**GIVEN RECORDS:**
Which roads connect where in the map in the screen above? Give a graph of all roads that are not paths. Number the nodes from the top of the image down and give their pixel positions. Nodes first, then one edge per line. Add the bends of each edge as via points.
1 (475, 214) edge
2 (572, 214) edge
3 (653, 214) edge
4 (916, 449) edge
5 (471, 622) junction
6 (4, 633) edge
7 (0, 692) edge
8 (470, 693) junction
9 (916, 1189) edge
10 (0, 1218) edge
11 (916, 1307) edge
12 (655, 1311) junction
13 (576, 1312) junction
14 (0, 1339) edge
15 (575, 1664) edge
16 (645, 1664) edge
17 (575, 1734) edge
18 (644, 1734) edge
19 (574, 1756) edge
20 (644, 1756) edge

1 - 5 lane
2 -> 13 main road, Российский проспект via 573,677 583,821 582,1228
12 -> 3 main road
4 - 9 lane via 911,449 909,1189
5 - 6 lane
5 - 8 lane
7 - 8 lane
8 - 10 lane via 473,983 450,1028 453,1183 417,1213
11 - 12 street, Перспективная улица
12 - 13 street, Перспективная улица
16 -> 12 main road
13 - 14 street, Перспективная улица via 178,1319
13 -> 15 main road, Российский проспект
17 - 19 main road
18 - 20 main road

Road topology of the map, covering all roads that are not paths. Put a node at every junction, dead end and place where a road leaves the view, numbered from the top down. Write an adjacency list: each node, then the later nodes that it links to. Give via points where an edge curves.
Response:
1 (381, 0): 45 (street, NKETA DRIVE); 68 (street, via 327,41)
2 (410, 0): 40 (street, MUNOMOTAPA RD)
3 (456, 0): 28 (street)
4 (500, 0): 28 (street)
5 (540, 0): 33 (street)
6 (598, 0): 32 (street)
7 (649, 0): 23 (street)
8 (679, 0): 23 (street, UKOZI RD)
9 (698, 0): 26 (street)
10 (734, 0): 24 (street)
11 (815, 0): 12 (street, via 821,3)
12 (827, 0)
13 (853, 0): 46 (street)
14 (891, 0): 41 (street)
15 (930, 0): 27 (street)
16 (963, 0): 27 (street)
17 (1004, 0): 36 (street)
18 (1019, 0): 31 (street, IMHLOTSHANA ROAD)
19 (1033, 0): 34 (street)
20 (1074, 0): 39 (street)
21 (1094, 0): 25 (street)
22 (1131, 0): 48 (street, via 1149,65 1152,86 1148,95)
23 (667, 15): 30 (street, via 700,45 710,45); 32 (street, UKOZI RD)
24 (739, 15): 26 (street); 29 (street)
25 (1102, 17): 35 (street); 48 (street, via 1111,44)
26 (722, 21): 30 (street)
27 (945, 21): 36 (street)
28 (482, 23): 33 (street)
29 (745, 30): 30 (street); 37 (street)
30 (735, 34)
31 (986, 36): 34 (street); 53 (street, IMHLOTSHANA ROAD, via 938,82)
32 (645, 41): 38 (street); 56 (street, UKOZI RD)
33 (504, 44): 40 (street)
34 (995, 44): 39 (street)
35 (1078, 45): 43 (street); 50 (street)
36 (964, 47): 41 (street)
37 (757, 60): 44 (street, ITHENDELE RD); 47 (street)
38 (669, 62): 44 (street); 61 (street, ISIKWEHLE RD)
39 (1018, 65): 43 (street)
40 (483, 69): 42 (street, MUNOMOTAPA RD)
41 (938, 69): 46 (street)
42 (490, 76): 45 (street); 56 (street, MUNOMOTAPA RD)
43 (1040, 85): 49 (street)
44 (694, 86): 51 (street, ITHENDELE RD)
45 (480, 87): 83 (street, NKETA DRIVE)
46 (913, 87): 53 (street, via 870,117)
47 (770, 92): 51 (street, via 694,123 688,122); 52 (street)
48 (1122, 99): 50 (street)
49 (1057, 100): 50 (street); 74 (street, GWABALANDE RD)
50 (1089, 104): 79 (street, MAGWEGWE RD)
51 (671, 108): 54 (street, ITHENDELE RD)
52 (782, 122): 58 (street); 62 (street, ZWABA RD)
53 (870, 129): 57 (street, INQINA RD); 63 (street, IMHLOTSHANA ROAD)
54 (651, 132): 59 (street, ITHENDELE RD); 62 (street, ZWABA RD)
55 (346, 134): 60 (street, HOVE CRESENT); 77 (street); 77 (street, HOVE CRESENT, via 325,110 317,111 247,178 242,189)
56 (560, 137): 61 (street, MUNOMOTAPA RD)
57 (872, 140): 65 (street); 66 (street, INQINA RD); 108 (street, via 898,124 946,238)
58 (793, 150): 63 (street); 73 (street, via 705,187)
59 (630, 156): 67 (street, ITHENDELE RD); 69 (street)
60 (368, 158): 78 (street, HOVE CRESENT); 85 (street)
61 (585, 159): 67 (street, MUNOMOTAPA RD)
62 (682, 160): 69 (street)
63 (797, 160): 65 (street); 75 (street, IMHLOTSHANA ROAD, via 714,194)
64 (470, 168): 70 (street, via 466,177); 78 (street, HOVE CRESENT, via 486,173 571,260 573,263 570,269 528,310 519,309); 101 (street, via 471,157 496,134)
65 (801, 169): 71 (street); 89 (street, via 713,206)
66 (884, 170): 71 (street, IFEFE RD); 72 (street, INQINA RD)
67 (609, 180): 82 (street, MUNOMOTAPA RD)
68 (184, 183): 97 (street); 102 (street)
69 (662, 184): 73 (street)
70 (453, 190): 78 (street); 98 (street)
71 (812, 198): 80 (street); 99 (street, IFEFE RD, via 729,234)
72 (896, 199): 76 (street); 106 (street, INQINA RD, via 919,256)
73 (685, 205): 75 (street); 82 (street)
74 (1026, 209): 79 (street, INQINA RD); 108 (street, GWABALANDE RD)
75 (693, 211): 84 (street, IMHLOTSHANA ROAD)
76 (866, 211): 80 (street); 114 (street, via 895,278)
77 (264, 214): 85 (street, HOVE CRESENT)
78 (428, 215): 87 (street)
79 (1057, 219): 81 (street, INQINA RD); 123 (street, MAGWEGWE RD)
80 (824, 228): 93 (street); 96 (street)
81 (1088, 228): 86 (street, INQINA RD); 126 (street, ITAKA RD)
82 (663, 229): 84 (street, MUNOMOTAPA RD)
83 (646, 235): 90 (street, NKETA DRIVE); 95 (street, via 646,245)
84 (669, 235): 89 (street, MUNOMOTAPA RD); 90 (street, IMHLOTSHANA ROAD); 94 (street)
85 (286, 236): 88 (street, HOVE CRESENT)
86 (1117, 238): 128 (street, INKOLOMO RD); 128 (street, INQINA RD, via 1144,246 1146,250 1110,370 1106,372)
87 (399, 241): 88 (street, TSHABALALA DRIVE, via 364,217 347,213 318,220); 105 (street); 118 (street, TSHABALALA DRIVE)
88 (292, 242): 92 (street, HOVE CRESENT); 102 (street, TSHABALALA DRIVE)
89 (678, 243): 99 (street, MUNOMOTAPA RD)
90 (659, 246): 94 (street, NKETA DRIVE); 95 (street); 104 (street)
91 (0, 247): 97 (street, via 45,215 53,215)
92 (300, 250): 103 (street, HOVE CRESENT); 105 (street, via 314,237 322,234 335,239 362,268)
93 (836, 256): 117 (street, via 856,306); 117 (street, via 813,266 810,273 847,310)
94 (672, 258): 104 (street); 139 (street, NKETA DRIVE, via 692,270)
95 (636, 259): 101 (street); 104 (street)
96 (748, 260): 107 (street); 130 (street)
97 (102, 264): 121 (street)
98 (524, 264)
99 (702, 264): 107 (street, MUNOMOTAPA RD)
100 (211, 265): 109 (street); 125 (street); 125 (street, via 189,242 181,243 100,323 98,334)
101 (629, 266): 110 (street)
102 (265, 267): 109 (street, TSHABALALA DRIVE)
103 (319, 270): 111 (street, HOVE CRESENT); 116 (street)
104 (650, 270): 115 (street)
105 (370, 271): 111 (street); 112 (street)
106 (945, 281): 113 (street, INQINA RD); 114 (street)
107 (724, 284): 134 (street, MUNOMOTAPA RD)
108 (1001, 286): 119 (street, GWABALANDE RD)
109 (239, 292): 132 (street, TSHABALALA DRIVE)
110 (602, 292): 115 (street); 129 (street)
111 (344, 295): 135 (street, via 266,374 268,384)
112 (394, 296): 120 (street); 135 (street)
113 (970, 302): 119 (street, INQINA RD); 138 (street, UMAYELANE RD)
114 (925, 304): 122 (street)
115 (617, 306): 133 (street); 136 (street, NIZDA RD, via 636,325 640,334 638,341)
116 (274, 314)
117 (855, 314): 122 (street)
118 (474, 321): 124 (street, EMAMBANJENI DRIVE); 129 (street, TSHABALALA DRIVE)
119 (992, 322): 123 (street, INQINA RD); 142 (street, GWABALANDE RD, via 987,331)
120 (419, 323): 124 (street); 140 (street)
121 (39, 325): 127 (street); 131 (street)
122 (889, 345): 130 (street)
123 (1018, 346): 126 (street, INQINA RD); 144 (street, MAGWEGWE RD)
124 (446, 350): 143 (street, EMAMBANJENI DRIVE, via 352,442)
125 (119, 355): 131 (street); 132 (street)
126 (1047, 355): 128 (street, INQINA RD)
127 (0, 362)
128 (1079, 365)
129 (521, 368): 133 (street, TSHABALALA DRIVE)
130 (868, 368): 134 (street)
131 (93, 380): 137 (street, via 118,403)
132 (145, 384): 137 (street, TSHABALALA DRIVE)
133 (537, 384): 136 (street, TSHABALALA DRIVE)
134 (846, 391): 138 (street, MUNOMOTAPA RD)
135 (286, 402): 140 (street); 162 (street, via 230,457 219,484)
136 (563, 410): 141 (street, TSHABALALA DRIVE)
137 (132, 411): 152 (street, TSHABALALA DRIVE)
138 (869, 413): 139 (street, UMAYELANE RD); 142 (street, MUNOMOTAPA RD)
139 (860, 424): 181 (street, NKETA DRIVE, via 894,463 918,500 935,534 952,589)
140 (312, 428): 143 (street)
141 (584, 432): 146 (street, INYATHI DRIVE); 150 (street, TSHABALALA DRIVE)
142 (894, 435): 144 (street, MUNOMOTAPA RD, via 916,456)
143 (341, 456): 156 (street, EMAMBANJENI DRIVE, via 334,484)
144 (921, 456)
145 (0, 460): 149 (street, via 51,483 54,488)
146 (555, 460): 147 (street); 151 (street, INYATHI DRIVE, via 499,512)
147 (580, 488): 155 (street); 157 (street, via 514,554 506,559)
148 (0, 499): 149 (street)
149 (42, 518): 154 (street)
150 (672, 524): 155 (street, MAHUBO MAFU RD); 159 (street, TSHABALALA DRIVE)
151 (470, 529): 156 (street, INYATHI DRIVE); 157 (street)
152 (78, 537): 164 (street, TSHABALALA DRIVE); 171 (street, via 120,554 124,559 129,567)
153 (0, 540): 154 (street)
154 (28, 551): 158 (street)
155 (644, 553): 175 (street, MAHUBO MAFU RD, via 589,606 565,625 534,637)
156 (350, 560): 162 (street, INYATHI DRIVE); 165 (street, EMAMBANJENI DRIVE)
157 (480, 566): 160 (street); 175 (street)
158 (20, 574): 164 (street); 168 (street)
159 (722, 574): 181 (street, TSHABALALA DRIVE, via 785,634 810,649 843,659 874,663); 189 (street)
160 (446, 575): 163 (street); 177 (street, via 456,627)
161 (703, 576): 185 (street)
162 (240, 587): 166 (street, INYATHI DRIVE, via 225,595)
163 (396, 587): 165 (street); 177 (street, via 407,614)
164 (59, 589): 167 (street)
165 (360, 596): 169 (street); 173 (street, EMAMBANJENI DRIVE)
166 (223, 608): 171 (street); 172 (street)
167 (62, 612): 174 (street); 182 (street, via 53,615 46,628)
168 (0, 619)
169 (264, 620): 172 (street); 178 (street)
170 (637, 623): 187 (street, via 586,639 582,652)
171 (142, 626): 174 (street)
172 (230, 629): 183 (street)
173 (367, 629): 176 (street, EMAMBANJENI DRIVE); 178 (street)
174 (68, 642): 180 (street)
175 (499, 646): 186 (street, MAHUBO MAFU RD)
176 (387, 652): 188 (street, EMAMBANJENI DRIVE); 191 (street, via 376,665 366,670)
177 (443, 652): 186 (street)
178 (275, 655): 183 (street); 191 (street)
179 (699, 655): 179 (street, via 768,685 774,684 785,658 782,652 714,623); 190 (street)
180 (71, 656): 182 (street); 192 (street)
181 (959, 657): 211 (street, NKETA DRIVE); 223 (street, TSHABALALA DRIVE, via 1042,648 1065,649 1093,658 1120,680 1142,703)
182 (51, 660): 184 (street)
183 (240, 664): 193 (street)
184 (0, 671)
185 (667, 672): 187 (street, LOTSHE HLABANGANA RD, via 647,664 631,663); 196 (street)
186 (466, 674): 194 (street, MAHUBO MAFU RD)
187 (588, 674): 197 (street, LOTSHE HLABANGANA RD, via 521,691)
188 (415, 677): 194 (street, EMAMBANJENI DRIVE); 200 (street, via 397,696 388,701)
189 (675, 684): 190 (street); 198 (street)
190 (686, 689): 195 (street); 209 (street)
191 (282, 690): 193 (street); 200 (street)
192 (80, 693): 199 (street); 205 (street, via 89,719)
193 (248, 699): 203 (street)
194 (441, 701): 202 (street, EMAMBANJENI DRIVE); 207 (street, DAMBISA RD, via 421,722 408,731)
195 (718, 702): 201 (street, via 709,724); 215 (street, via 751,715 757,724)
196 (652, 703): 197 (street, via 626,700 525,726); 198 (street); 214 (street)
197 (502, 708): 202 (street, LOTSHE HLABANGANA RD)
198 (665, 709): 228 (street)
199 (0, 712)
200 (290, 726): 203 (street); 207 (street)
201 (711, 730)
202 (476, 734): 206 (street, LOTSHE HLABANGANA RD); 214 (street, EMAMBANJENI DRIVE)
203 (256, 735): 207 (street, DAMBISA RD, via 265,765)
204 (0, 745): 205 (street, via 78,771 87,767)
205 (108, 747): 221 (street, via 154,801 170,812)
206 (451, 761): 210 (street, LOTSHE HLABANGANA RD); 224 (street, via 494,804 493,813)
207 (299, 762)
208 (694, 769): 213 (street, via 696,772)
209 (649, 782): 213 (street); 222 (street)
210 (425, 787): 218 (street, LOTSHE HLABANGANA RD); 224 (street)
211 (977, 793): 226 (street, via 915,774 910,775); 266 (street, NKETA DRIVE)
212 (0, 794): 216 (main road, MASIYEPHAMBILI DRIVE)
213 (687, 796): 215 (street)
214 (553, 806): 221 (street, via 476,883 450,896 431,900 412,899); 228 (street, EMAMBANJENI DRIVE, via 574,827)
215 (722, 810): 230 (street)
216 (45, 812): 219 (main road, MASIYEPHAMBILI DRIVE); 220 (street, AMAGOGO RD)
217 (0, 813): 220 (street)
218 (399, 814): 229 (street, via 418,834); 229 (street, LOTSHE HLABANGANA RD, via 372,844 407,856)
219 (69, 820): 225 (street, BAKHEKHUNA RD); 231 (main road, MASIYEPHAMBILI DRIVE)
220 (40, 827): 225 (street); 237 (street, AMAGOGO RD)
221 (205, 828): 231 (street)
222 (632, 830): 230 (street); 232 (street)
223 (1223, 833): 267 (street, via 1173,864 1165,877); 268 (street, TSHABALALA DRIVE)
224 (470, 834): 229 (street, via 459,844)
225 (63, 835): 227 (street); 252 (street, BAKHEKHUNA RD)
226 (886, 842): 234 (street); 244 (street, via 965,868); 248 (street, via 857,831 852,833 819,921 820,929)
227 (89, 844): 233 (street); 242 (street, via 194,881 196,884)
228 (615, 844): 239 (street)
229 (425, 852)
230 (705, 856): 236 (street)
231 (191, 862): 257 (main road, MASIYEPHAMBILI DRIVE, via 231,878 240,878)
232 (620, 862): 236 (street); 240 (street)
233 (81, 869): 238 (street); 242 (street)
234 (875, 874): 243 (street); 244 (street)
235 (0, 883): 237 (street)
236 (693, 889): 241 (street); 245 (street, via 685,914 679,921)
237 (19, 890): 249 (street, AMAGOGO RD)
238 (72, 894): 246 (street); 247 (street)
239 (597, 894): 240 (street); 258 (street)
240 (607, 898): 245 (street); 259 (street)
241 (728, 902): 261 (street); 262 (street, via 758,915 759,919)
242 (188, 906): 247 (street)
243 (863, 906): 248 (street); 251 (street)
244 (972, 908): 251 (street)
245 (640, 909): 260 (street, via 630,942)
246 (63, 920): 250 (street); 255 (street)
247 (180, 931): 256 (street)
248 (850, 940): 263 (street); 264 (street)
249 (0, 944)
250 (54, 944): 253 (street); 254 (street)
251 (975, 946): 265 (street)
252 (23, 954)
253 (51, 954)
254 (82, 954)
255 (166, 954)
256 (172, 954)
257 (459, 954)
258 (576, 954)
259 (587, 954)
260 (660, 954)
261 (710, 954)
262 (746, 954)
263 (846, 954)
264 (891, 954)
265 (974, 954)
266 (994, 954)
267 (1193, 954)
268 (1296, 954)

**THE TASK:**
What is needed is the number of lines in the records that contain the string "DAMBISA", stated with nothing else.

**OUTPUT BELOW:**
2